Just to be clear, are we talking about passing by reference an instance of a struct that has postblit?

> the compiler first copies the lvalue


> to a temporary on the caller's stack, incl. postblit call, and then moves that copy to the callee. So this requires either a postblit+postmove combo on the caller side before the actual call, or a single postblit call for the final address (callee's param).

Again, that does not align with my familiarity of the ABI. If I do:

struct S {
  ...

  this(this) {
    // some code
  }

  void opPostMove(ref S new, const ref S old) {
    // some code
  }
}

void func1(ref S arg) {
}

void func2(S arg) {
}


As far as I know the ABI, in func1, a pointer to S is passed. In func2, a pointer to caller stack allocate instance is passed, and the original is copied in. It sounds to me like you are talking about the case of:

S s;

func2(s);

in which case you need to copy s to a temporary, and then pass a pointer to that temporary to func2. I don't see where a move enters here.

However, if a move does enter here (and one is necessary if, for example, func2's frame needs to be dynamically allocated because an escaping delegate references it), then, yes, an opPostMove will also need to be called.

Again, if hasElaborateMove returns false, then no change from current behavior is needed.

Shachar
May 17, 2018
Looks like requirement for @nogc @safe has no consequence as the DIP suggests to infer them anyway. On ideological side safety can't be a requirement because it would contradict its purpose of providing guarantee. Especially if the suggested use case is handling of dangling pointers.
May 17, 2018
On 17/05/18 16:42, Kagamin wrote:
> Looks like requirement for @nogc @safe has no consequence as the DIP suggests to infer them anyway. On ideological side safety can't be a requirement because it would contradict its purpose of providing guarantee.

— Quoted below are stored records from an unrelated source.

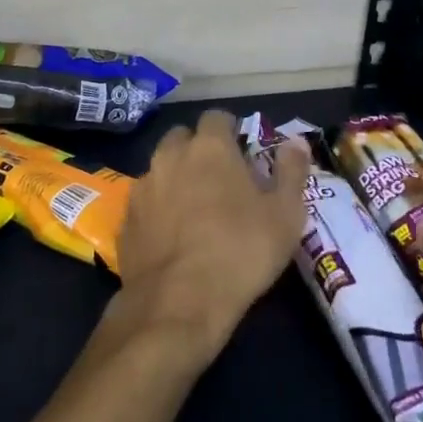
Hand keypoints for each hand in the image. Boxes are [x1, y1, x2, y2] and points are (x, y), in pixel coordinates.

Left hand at [112, 110, 309, 362]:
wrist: (178, 304)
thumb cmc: (240, 252)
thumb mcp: (285, 215)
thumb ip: (291, 172)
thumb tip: (296, 141)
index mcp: (210, 147)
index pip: (217, 117)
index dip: (230, 130)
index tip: (242, 152)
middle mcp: (171, 155)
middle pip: (183, 137)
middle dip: (198, 149)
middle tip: (218, 179)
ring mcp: (144, 186)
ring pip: (160, 167)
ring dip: (176, 177)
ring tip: (194, 207)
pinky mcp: (126, 218)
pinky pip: (145, 201)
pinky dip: (157, 208)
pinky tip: (170, 235)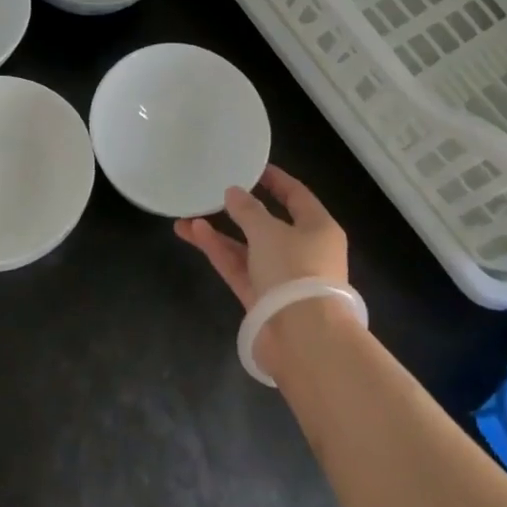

I think you are confusing __move_post_blt's implementation (by druntime) with opPostMove's implementation by the user.

For the former, these attributes are deducted by the compiler. For the later, the user may choose to include them for all of the usual reasons for including them, not least of which is that if she does not include @nogc, then trying to move a struct's instance from @nogc code will cause compilation failure.

> Especially if the suggested use case is handling of dangling
> pointers.

There is no such use case. Please remember that at the time opPostMove is called, both new and old memory are still allocated.

Shachar
May 17, 2018
On Thursday, 17 May 2018 at 12:36:29 UTC, Shachar Shemesh wrote:
> Again, as far as I know, structs are not copied when passed as arguments. They are allocated on the caller's stack and a reference is passed to the callee. If that's the case, no move (of any kind) is done.

That's the exception to the rule (LDC's `ExplicitByvalRewrite`), and true for structs > 64 bit on Win64 (and some more structs) and something similar for AArch64. No other ABIs supported by LDC pass a low-level pointer to a caller-allocated copy for high-level pass-argument-by-value semantics; the argument is normally moved to the function parameter (in the callEE parameters stack).

```
struct S
{
    size_t a, b;
    this(this) {} // no POD anymore
}

void foo(S param);

void bar()
{
    // allocate a temporary on the caller's stack and move it to the callee
    foo(S(1, 2));

    S lvalue;
    // copy lvalue to a temporary on the caller's stack (incl. postblit call)
    // and then move that temporary to the callee
    foo(lvalue);

    import std.algorithm.mutation : move;
    // move move()-rvalue-result to the callee
    foo(move(lvalue));
}
```

'Move to callee' for most ABIs meaning a bitcopy/blit to the callee's memory parameters stack, for LDC via LLVM `byval` attribute.

See IR for https://run.dlang.io/is/1JIsk7.
May 17, 2018
On Thursday, 17 May 2018 at 15:23:50 UTC, kinke wrote:
> See IR for https://run.dlang.io/is/1JIsk7.

I should probably emphasize that the LLVM `byval` attribute is strange at first sight. Pseudo-IR `void foo(S* byval param); ... foo(S* byarg arg);` doesn't mean that the IR callee gets the S* pointer from the IR callsite; it means 'memcpy(param, arg, S.sizeof)', with `param` being an *implicit* address in foo's parameters stack (calculated by LLVM and so exposed to the callee only). That's the difficulty for LDC I mentioned earlier.